#### Dataset entries

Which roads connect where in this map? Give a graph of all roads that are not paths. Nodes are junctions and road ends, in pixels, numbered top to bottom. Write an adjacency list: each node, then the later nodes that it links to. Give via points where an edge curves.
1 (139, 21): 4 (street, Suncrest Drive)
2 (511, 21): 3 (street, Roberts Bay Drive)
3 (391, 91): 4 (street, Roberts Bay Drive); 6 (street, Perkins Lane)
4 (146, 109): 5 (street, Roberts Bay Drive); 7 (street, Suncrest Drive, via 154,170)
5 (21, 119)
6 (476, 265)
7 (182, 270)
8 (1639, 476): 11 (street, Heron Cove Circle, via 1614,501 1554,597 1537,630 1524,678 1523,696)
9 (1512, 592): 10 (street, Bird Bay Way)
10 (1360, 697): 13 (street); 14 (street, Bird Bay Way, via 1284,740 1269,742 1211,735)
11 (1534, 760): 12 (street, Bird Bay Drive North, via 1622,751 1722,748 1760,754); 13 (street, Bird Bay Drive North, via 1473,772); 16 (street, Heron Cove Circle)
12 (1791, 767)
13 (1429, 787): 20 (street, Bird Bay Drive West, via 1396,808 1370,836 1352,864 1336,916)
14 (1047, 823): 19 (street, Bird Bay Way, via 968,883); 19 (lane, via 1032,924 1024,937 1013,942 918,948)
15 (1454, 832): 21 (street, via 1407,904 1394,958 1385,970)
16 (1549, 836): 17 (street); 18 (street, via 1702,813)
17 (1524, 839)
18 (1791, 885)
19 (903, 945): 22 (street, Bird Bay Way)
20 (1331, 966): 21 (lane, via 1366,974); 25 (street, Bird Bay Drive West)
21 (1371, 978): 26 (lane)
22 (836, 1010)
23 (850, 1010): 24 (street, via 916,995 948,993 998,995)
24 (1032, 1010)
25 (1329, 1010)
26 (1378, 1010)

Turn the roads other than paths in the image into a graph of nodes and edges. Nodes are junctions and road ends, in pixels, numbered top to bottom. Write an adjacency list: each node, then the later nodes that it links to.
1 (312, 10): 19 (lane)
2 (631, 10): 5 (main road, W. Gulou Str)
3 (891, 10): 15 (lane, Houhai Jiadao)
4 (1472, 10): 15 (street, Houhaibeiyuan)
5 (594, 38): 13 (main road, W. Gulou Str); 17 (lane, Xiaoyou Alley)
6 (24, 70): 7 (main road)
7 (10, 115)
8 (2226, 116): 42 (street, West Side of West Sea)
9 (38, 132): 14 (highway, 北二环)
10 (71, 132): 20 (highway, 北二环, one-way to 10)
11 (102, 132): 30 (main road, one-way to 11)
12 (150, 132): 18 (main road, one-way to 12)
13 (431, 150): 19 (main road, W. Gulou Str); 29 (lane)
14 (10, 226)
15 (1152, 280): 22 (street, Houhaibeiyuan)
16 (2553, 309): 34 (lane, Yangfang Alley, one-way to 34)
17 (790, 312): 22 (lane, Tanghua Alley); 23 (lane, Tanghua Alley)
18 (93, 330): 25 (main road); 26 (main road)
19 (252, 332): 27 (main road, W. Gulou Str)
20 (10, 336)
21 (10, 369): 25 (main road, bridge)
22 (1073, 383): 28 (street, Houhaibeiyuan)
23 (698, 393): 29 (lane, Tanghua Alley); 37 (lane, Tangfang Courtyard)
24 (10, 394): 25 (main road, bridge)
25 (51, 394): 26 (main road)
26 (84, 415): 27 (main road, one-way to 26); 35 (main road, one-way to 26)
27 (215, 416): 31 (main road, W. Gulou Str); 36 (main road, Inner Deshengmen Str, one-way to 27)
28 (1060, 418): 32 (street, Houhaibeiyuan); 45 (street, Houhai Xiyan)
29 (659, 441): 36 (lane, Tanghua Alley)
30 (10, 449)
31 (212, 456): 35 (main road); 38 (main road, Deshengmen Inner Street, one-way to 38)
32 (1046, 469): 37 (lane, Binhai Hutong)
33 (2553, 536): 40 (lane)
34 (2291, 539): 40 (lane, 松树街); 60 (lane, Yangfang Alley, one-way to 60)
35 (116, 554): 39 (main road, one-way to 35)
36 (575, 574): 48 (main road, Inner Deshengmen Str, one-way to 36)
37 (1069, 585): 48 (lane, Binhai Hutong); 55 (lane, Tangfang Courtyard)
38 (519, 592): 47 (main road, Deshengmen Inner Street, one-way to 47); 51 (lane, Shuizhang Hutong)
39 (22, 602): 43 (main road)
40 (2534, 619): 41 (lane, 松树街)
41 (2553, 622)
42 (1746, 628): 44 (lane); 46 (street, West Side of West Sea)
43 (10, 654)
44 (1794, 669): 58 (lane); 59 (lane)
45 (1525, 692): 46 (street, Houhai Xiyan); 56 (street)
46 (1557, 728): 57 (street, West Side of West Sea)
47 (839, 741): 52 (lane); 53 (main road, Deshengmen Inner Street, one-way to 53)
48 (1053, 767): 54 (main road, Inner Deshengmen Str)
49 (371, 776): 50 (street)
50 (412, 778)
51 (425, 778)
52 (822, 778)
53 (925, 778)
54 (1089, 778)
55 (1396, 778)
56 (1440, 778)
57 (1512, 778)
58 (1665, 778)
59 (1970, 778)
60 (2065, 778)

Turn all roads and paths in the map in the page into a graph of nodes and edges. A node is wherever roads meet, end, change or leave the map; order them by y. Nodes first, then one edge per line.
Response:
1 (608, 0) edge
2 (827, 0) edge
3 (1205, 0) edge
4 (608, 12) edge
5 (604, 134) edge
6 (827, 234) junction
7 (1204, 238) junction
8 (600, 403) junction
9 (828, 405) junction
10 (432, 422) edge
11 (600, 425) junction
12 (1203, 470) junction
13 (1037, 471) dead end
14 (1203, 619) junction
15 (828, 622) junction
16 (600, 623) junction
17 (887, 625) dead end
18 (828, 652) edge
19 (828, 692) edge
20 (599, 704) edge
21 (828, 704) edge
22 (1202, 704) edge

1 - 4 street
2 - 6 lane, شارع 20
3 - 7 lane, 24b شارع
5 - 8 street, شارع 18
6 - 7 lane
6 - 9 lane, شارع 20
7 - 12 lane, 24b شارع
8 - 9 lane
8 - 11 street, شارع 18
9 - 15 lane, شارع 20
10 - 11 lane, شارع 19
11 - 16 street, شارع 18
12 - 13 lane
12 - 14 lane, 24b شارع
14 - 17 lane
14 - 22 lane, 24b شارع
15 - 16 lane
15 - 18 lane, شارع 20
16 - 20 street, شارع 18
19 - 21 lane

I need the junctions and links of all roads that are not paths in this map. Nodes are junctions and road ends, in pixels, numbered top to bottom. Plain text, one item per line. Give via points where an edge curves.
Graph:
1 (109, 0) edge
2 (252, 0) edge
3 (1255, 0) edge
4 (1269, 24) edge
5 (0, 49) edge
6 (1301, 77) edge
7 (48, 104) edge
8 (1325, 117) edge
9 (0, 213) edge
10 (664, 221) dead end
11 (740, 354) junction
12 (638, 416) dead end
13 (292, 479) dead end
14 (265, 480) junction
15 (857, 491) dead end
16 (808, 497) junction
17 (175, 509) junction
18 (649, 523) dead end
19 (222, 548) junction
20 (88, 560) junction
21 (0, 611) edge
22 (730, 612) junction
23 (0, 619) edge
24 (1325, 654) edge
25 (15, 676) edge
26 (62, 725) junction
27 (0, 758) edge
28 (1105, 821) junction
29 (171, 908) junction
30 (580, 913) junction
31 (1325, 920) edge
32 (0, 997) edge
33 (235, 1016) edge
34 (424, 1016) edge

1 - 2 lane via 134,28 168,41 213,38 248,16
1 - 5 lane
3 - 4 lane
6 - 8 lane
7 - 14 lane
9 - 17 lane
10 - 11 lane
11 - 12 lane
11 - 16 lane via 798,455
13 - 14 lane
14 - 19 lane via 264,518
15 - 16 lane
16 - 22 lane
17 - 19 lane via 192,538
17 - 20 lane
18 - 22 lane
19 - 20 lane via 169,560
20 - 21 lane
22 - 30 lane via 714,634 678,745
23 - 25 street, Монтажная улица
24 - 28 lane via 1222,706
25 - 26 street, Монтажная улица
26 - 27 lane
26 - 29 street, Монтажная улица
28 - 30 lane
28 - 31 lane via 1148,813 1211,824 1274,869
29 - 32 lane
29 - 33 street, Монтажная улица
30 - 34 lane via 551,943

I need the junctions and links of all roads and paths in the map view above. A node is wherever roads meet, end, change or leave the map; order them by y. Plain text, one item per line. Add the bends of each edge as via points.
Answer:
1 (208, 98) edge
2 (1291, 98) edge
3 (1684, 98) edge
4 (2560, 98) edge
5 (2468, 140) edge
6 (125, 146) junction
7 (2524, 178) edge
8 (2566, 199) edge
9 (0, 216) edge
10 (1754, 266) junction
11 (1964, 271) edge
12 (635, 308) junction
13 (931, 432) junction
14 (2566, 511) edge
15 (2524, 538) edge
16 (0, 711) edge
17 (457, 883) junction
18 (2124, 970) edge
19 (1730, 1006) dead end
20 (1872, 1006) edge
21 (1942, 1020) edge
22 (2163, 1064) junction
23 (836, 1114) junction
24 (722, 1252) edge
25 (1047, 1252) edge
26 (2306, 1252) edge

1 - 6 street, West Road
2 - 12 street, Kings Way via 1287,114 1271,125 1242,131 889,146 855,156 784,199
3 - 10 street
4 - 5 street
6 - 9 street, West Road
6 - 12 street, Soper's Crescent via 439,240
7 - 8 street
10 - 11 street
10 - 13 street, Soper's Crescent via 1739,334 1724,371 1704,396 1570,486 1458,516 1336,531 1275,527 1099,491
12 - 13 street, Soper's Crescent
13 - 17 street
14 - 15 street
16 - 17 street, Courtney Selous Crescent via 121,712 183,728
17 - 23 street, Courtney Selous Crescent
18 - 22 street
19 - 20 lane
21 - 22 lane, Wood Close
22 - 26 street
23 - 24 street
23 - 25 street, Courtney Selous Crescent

########

(Goal of the exercise): Please copy nothing but the lines from the one that holds "I need the junctions and links of all roads and" through the last line of the material above, exactly as written.

(Finished task):
I need the junctions and links of all roads and paths in the map view above. A node is wherever roads meet, end, change or leave the map; order them by y. Plain text, one item per line. Add the bends of each edge as via points.
Answer:
1 (208, 98) edge
2 (1291, 98) edge
3 (1684, 98) edge
4 (2560, 98) edge
5 (2468, 140) edge
6 (125, 146) junction
7 (2524, 178) edge
8 (2566, 199) edge
9 (0, 216) edge
10 (1754, 266) junction
11 (1964, 271) edge
12 (635, 308) junction
13 (931, 432) junction
14 (2566, 511) edge
15 (2524, 538) edge
16 (0, 711) edge
17 (457, 883) junction
18 (2124, 970) edge
19 (1730, 1006) dead end
20 (1872, 1006) edge
21 (1942, 1020) edge
22 (2163, 1064) junction
23 (836, 1114) junction
24 (722, 1252) edge
25 (1047, 1252) edge
26 (2306, 1252) edge

1 - 6 street, West Road
2 - 12 street, Kings Way via 1287,114 1271,125 1242,131 889,146 855,156 784,199
3 - 10 street
4 - 5 street
6 - 9 street, West Road
6 - 12 street, Soper's Crescent via 439,240
7 - 8 street
10 - 11 street
10 - 13 street, Soper's Crescent via 1739,334 1724,371 1704,396 1570,486 1458,516 1336,531 1275,527 1099,491
12 - 13 street, Soper's Crescent
13 - 17 street
14 - 15 street
16 - 17 street, Courtney Selous Crescent via 121,712 183,728
17 - 23 street, Courtney Selous Crescent
18 - 22 street
19 - 20 lane
21 - 22 lane, Wood Close
22 - 26 street
23 - 24 street
23 - 25 street, Courtney Selous Crescent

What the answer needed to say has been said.